The Conference resolved to halt the illegal fencing of communal land and that all illegal fences should be removed. This was ostensibly an easy resolution to implement and track progress. Illegal fencing is reported daily and in some instances involving senior public officials, which could account for the observed inaction. The removal of illegal fences is sporadic, with some traditional authorities holding firm while other appear withdrawn. Another poor performance here too.
Dual grazing rights
The Conference barred commercial farmers from having access to communal land and prohibited communal farmers from retaining their communal land rights once they have acquired commercial farms. Without a proper guide it is nearly impossible for traditional authorities to ensure compliance as they might not know when a communal farmer buys a farm and whether such a farm is registered in the name of the concerned farmer or not, or whether the communal land rights have passed to a remaining relative. For Affirmative Action Loan Scheme (AALS) farmers, this could be easily tracked through AgriBank. However, this compliance strategy will for, all intents and purposes, be discriminatory as other farmers will continue to have their bread buttered on both sides. There would be need for a uniform process of cancelling communal land rights in the case of graduation to commercial areas.
Transfer of large communal farmers to commercial land
Envisaged here was a large scale transfer of communal farmers to commercial farms. This was to be implemented through persuasive strategies and financially attractive schemes. The Affirmative Action Loan Scheme administered by AgriBank was perhaps one of the strategies borne out of this resolution. There is a significant number of communal farmers who have been settled or resettled and it is not apparent whether such allocation of land should account for the transfer into commercial land, seeing that there are no stated commercial expectations from settled or resettled farmers. If that is discounted, the inevitable conclusion is that there has not been much in this regard. Minimal points here again.

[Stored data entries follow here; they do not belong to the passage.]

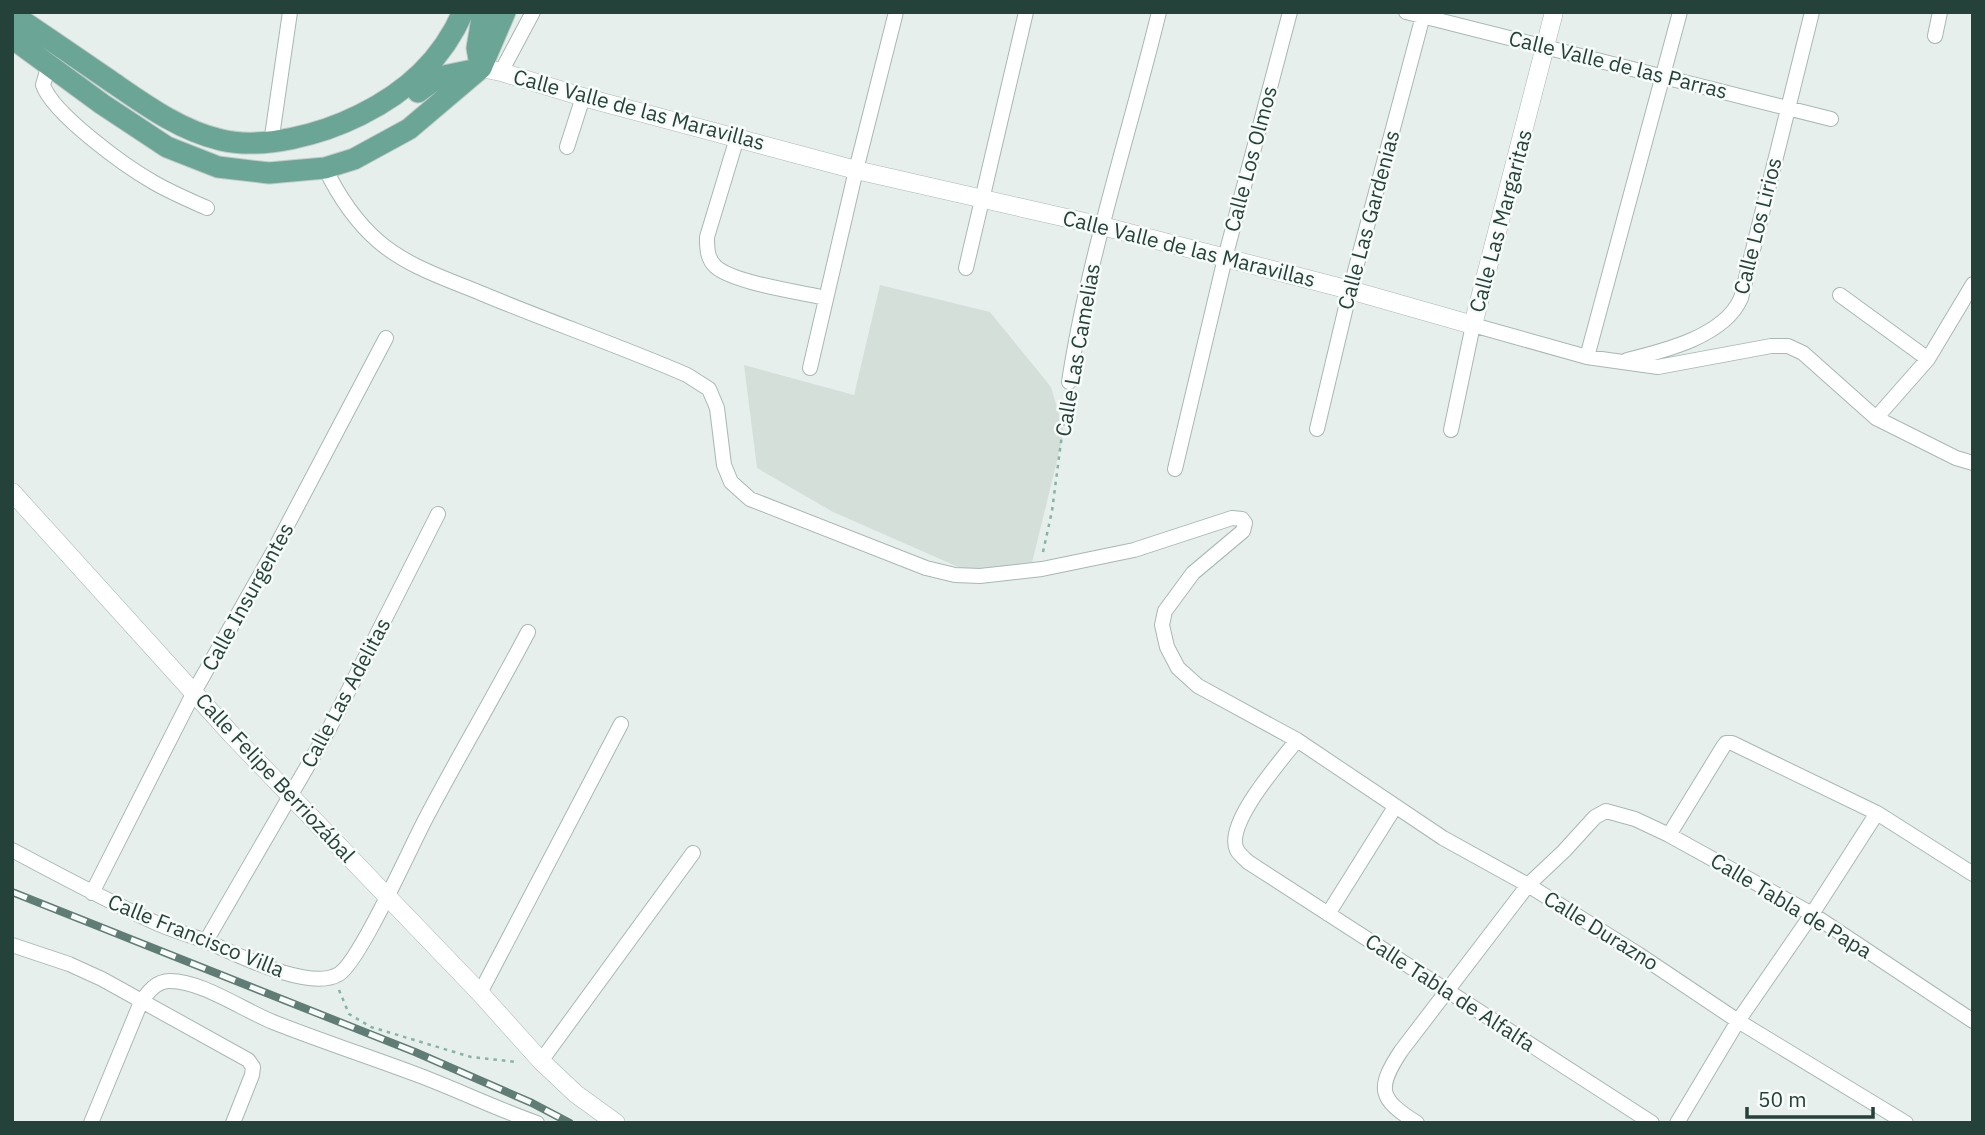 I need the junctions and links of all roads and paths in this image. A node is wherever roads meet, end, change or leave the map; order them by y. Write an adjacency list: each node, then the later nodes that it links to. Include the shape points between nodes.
1 (290, 12): 27 (street)
2 (463, 12): 27 (main road, via 430,66 386,103 341,125)
3 (483, 12): 21 (main road, via 477,48)
4 (505, 12): 21 (main road)
5 (533, 12): 21 (street)
6 (896, 12): 30 (street)
7 (1026, 12): 31 (street)
8 (1159, 12): 33 (street, Calle Las Camelias)
9 (1290, 12): 34 (street, Calle Los Olmos)
10 (1406, 12): 16 (street, Calle Valle de las Parras)
11 (1554, 12): 19 (street, Calle Las Margaritas)
12 (1680, 12): 22 (street)
13 (1812, 12): 24 (street, Calle Los Lirios)
14 (1940, 12): 17 (street)
15 (12, 14): 27 (main road, via 177,125 223,141)
16 (1424, 14): 19 (street, Calle Valle de las Parras); 37 (street, Calle Las Gardenias)
17 (1935, 36)
18 (12, 38): 20 (main road)
19 (1546, 47): 22 (street, Calle Valle de las Parras); 40 (street, Calle Las Margaritas)
20 (49, 64): 29 (main road, via 167,147 218,167 269,173); 32 (street, via 43,85 54,106 151,180)
21 (491, 70): 23 (street, Calle Valle de las Maravillas); 27 (main road, via 439,77 377,123 334,142 295,148); 29 (main road, via 409,129 354,159)
22 (1664, 75): 24 (street, Calle Valle de las Parras); 42 (street)
23 (583, 97): 26 (street, Calle Valle de las Maravillas); 28 (street)
24 (1788, 108): 25 (street, Calle Valle de las Parras); 44 (street, Calle Los Lirios, via 1736,310 1677,346)
25 (1831, 119)
26 (737, 138): 30 (street, Calle Valle de las Maravillas); 39 (street, via 707,237 714,266 727,274)
27 (271, 143)
28 (567, 147)
29 (325, 167): 54 (street, via 339,197 356,218 378,241 418,267 677,370 709,389 717,408 724,465 732,482 750,499 901,559 955,575)
30 (856, 170): 31 (street, Calle Valle de las Maravillas); 39 (street)
31 (981, 198): 33 (street, Calle Valle de las Maravillas); 35 (street)
32 (207, 208)
33 (1102, 226): 34 (street, Calle Valle de las Maravillas); 46 (street, Calle Las Camelias)
34 (1225, 258): 37 (street, Calle Valle de las Maravillas); 51 (street, Calle Los Olmos)
35 (965, 268)
36 (1973, 284): 43 (street)
37 (1350, 290): 40 (street, Calle Valle de las Maravillas); 48 (street, Calle Las Gardenias)
38 (1840, 295): 43 (street)
39 (826, 298): 45 (street)
40 (1473, 325): 42 (street, Calle Valle de las Maravillas); 49 (street, Calle Las Margaritas)
41 (386, 338): 56 (street, Calle Insurgentes)
42 (1587, 357): 44 (street, Calle Valle de las Maravillas)
43 (1928, 359): 47 (street)
44 (1615, 363): 47 (street, Calle Valle de las Maravillas, via 1666,367 1788,346 1803,353)
45 (810, 368)
46 (1069, 383): 54 (path, Calle Las Camelias)
47 (1876, 418): 50 (street, Calle Valle de las Maravillas)
48 (1317, 429)
49 (1451, 430)
50 (1973, 463)
51 (1175, 469)
52 (12, 492): 56 (street, Calle Felipe Berriozábal)
53 (438, 514): 59 (street, Calle Las Adelitas, via 329,729)
54 (1042, 569): 58 (street, Calle Durazno, via 1134,550 1232,518 1242,519 1243,531 1194,573 1165,611 1167,647 1178,668 1198,685)
55 (528, 632): 68 (street)
56 (194, 692): 59 (street, Calle Felipe Berriozábal); 67 (street, Calle Insurgentes)
57 (621, 724): 75 (street)
58 (1297, 740): 60 (street, Calle Durazno); 70 (street, Calle Tabla de Alfalfa, via 1257,794 1236,828 1235,839 1237,850 1248,862)
59 (289, 796): 68 (street, Calle Felipe Berriozábal); 71 (street, Calle Las Adelitas)
60 (1395, 807): 66 (street, Calle Durazno); 70 (street)
61 (1877, 813): 62 (street, via 1726,743); 65 (street); 69 (street)
62 (1669, 835): 66 (street, Calle Tabla de Papa, via 1612,811 1600,813); 69 (street, Calle Tabla de Papa)
63 (12, 850): 67 (street, Calle Francisco Villa)
64 (692, 853): 79 (street)
65 (1973, 874)
66 (1528, 885): 74 (street); 77 (street, Calle Durazno)
67 (92, 893): 71 (street, Calle Francisco Villa)
68 (386, 896): 73 (street); 75 (street, Calle Felipe Berriozábal)
69 (1812, 914): 77 (street); 78 (street, Calle Tabla de Papa)
70 (1328, 915): 74 (street, Calle Tabla de Alfalfa)
71 (206, 942): 73 (street, Calle Francisco Villa, via 298,977 323,979)
72 (12, 944): 76 (street, via 69,964)
73 (339, 974): 79 (path, via 338,988 349,1014 371,1027 471,1057)
74 (1446, 992): 85 (street, via 1388,1072 1384,1085 1384,1096 1392,1106); 86 (street, Calle Tabla de Alfalfa)
75 (480, 993): 79 (street, Calle Felipe Berriozábal)
76 (141, 1002): 80 (street, via 156,985 184,982 273,1022 420,1076); 81 (street); 82 (street, via 248,1060 252,1075)
77 (1738, 1021): 87 (street); 88 (street, Calle Durazno)
78 (1973, 1021)
79 (541, 1060): 84 (street, via 576,1094)
80 (509, 1118): 83 (street)
81 (91, 1123)
82 (233, 1123)
83 (537, 1123)
84 (616, 1123)
85 (1417, 1123)
86 (1652, 1123)
87 (1677, 1123)
88 (1906, 1123) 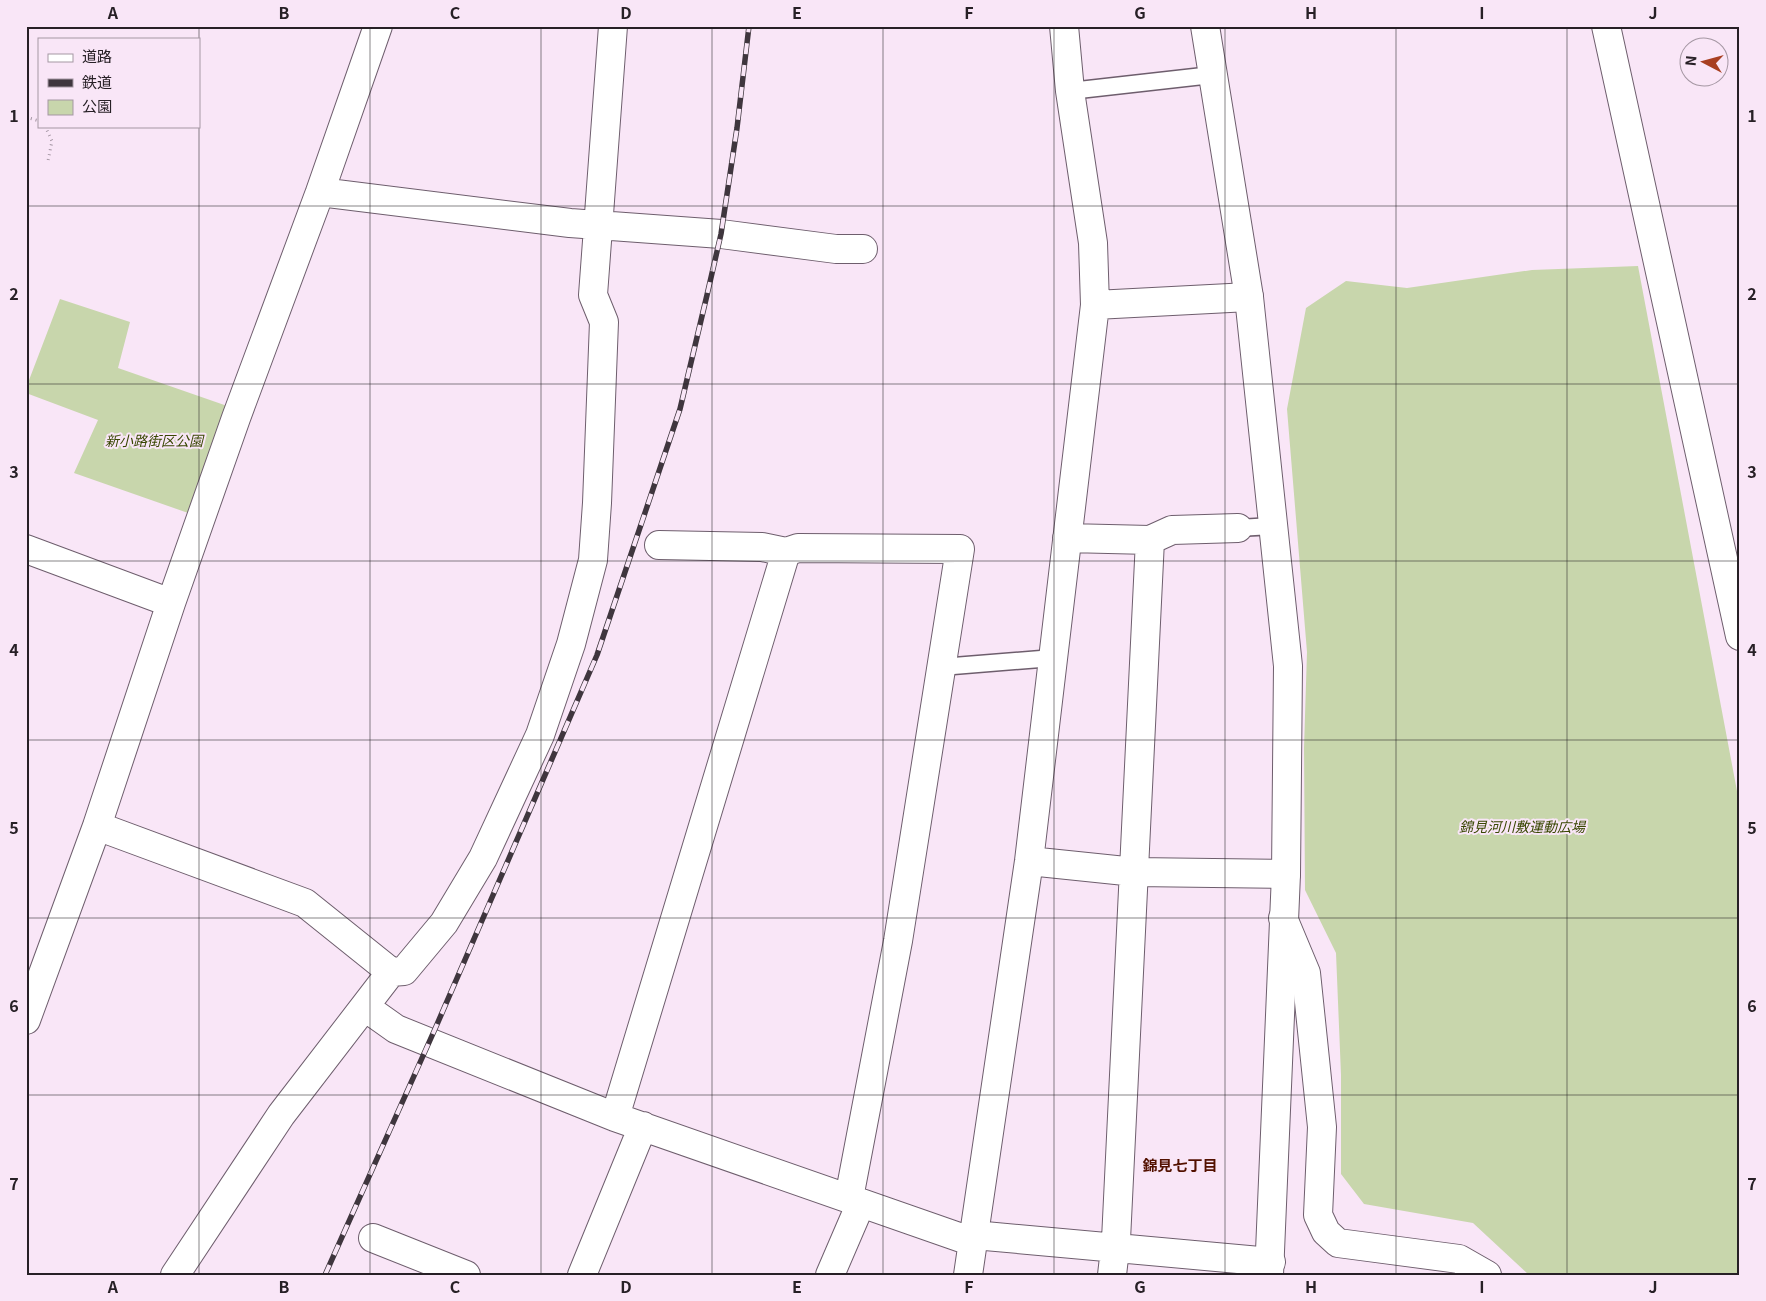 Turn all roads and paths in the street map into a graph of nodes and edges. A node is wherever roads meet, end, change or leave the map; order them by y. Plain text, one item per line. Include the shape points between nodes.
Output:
1 (378, 26) edge
2 (613, 26) edge
3 (1064, 26) edge
4 (1205, 26) edge
5 (1606, 26) edge
6 (1212, 75) junction
7 (1070, 91) junction
8 (26, 117) edge
9 (38, 121) edge
10 (46, 128) edge
11 (48, 161) dead end
12 (320, 192) junction
13 (597, 224) junction
14 (863, 250) dead end
15 (1249, 297) junction
16 (1095, 305) junction
17 (1274, 526) junction
18 (1238, 528) joint
19 (1067, 538) junction
20 (1150, 540) junction
21 (659, 545) dead end
22 (26, 549) edge
23 (786, 552) junction
24 (171, 603) junction
25 (1740, 636) edge
26 (1053, 658) junction
27 (941, 667) junction
28 (97, 826) junction
29 (1029, 861) junction
30 (1135, 872) junction
31 (1286, 874) junction
32 (1283, 918) junction
33 (391, 972) junction
34 (364, 1007) junction
35 (26, 1020) edge
36 (615, 1117) junction
37 (643, 1126) junction
38 (855, 1200) junction
39 (374, 1238) dead end
40 (973, 1238) junction
41 (1115, 1247) junction
42 (1270, 1268) edge
43 (175, 1275) edge
44 (466, 1275) edge
45 (582, 1275) edge
46 (830, 1275) edge
47 (968, 1275) edge
48 (1112, 1275) edge
49 (1487, 1275) edge

1 - 12 street
2 - 13 street
3 - 7 street
4 - 6 street
5 - 25 street
6 - 7 lane
6 - 15 street
7 - 16 street via 1093,243
8 - 9 path
10 - 11 path via 52,141
12 - 13 street
12 - 24 street
13 - 14 street
13 - 33 street via 594,295 604,322 597,503 593,560 571,644 540,735 483,858 444,923 404,971
15 - 16 street
15 - 17 street
16 - 19 street
17 - 18 lane
17 - 31 street via 1288,666
18 - 20 street via 1172,530
19 - 20 street
19 - 26 street
20 - 30 street
21 - 23 street via 762,548
22 - 24 street
23 - 27 street via 798,548 960,549
23 - 36 street
24 - 28 street
26 - 27 lane
26 - 29 street
27 - 38 street
28 - 33 street via 305,903
28 - 35 street
29 - 30 street
29 - 40 street
30 - 31 street
30 - 41 street
31 - 32 street
32 - 42 street
32 - 49 street via 1306,973 1322,1127 1318,1215 1326,1232 1338,1243 1459,1259
33 - 34 street
34 - 36 street via 396,1029
34 - 43 street via 281,1115
36 - 37 street
37 - 38 street
37 - 45 street
38 - 40 street
38 - 46 street
39 - 44 street
40 - 41 street
40 - 47 street
41 - 42 street
41 - 48 street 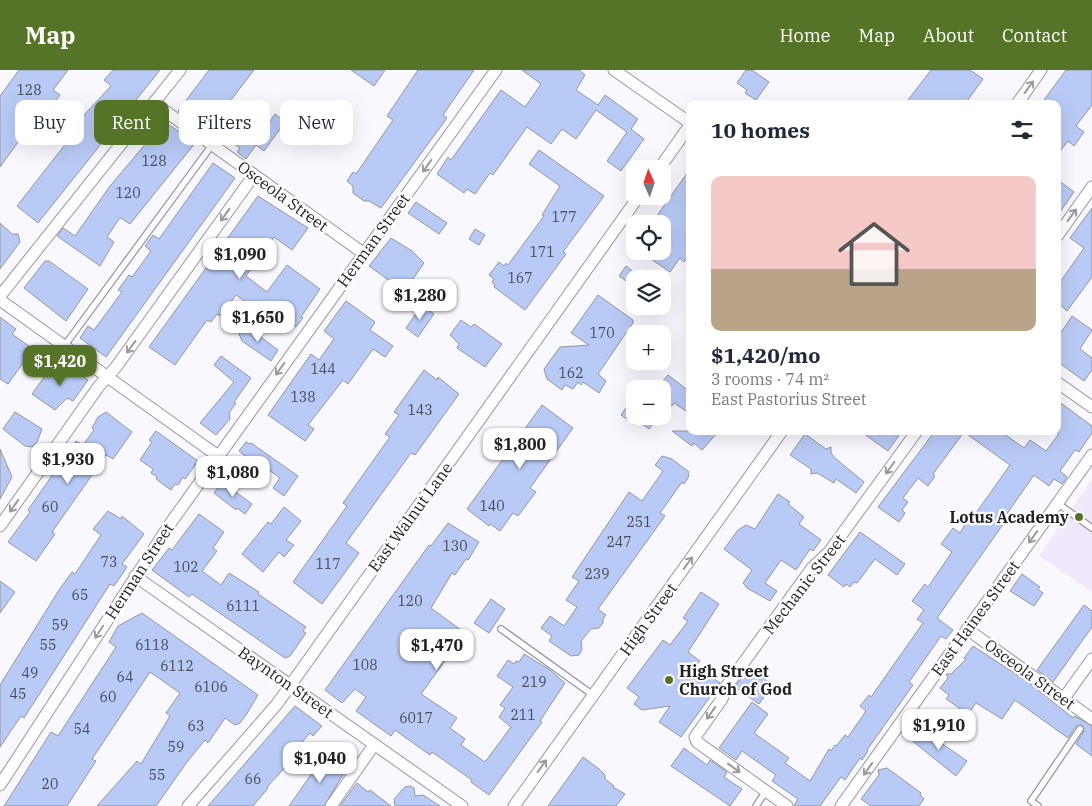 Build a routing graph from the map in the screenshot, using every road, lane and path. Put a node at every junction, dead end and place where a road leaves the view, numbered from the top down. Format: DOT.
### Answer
graph roads {
  1 [pos="180,70"];
  2 [pos="496,70"];
  3 [pos="614,70"];
  4 [pos="1041,70"];
  5 [pos="156,100"];
  6 [pos="1020,100"];
  7 [pos="686,121"];
  8 [pos="686,130"];
  9 [pos="120,145"];
  10 [pos="212,145"];
  11 [pos="665,160"];
  12 [pos="254,175"];
  13 [pos="1092,187"];
  14 [pos="633,205"];
  15 [pos="1061,231"];
  16 [pos="363,253"];
  17 [pos="0,296"];
  18 [pos="0,300"];
  19 [pos="65,346"];
  20 [pos="108,376"];
  21 [pos="1061,385"];
  22 [pos="1092,407"];
  23 [pos="779,435"];
  24 [pos="914,435"];
  25 [pos="1092,455"];
  26 [pos="218,456"];
  27 [pos="1058,503"];
  28 [pos="0,526"];
  29 [pos="1092,528"];
  30 [pos="135,576"];
  31 [pos="501,629"];
  32 [pos="967,630"];
  33 [pos="1092,658"];
  34 [pos="290,685"];
  35 [pos="593,695"];
  36 [pos="1064,698"];
  37 [pos="1092,719"];
  38 [pos="1080,729"];
  39 [pos="374,745"];
  40 [pos="0,785"];
  41 [pos="766,792"];
  42 [pos="188,806"];
  43 [pos="331,806"];
  44 [pos="462,806"];
  45 [pos="514,806"];
  46 [pos="756,806"];
  47 [pos="787,806"];
  48 [pos="841,806"];
  49 [pos="1038,806"];
  1 -- 5 [label="street"];
  2 -- 16 [label="street, Herman Street, one-way"];
  3 -- 7 [label="street"];
  6 -- 4 [label="street, one-way"];
  8 -- 11 [label="street"];
  9 -- 17 [label="street"];
  10 -- 12 [label="street, Osceola Street"];
  10 -- 19 [label="lane"];
  12 -- 16 [label="street, Osceola Street"];
  12 -- 20 [label="street, one-way"];
  15 -- 13 [label="street, one-way"];
  14 -- 34 [label="street, East Walnut Lane"];
  16 -- 26 [label="street, Herman Street, one-way"];
  18 -- 19 [label="street"];
  19 -- 20 [label="street"];
  20 -- 26 [label="street"];
  20 -- 28 [label="street, one-way"];
  21 -- 22 [label="street"];
  35 -- 23 [label="street, High Street, one-way"];
  24 -- 41 [label="street, Mechanic Street, one-way"];
  25 -- 27 [label="street, East Haines Street"];
  26 -- 30 [label="street, Herman Street"];
  27 -- 29 [label="lane"];
  27 -- 32 [label="street, East Haines Street, one-way"];
  30 -- 34 [label="street, Baynton Street"];
  30 -- 40 [label="street, Herman Street, one-way"];
  31 -- 35 [label="lane"];
  32 -- 36 [label="street, Osceola Street"];
  32 -- 48 [label="street, East Haines Street, one-way"];
  33 -- 36 [label="street"];
  34 -- 39 [label="street, Baynton Street"];
  34 -- 42 [label="street, East Walnut Lane"];
  45 -- 35 [label="street, High Street, one-way"];
  36 -- 37 [label="street, Osceola Street"];
  38 -- 49 [label="lane"];
  39 -- 43 [label="street"];
  39 -- 44 [label="street, Baynton Street"];
  41 -- 46 [label="lane"];
  41 -- 47 [label="street"];
}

Access for small farmers to commercial land
The Conference recommended the provision of grazing schemes on state land and training to new commercial farmers. The resolution appears relatively ascertainable but not much has been outwardly done in this regard. We are not aware of specific sustained interventions aimed at assisting small farmers to access commercial land as the AALS prescribes the number of livestock a farmer should own before they qualify for the loan.
NGOs and cooperatives
The Conference resolved that the Government should assist all active Non- Governmental Organisation (NGOs) and cooperatives, and further recognise their work in rural development. Cooperatives have been set up in some areas and there seem to be cooperation with NGOs such as Namibia Nature Foundation and support programs through several foreign missions. Ask any developmental activist and they will tell you that the recognition and bonds of friendship envisaged by the Conference are still work in progress. An overall below average assessment appears fitting for the 24 conference resolutions agreed in 1991. The follow up Conference will therefore require considerable ingenuity to devise practical and sustainable strategies to confront the growing challenge of landlessness.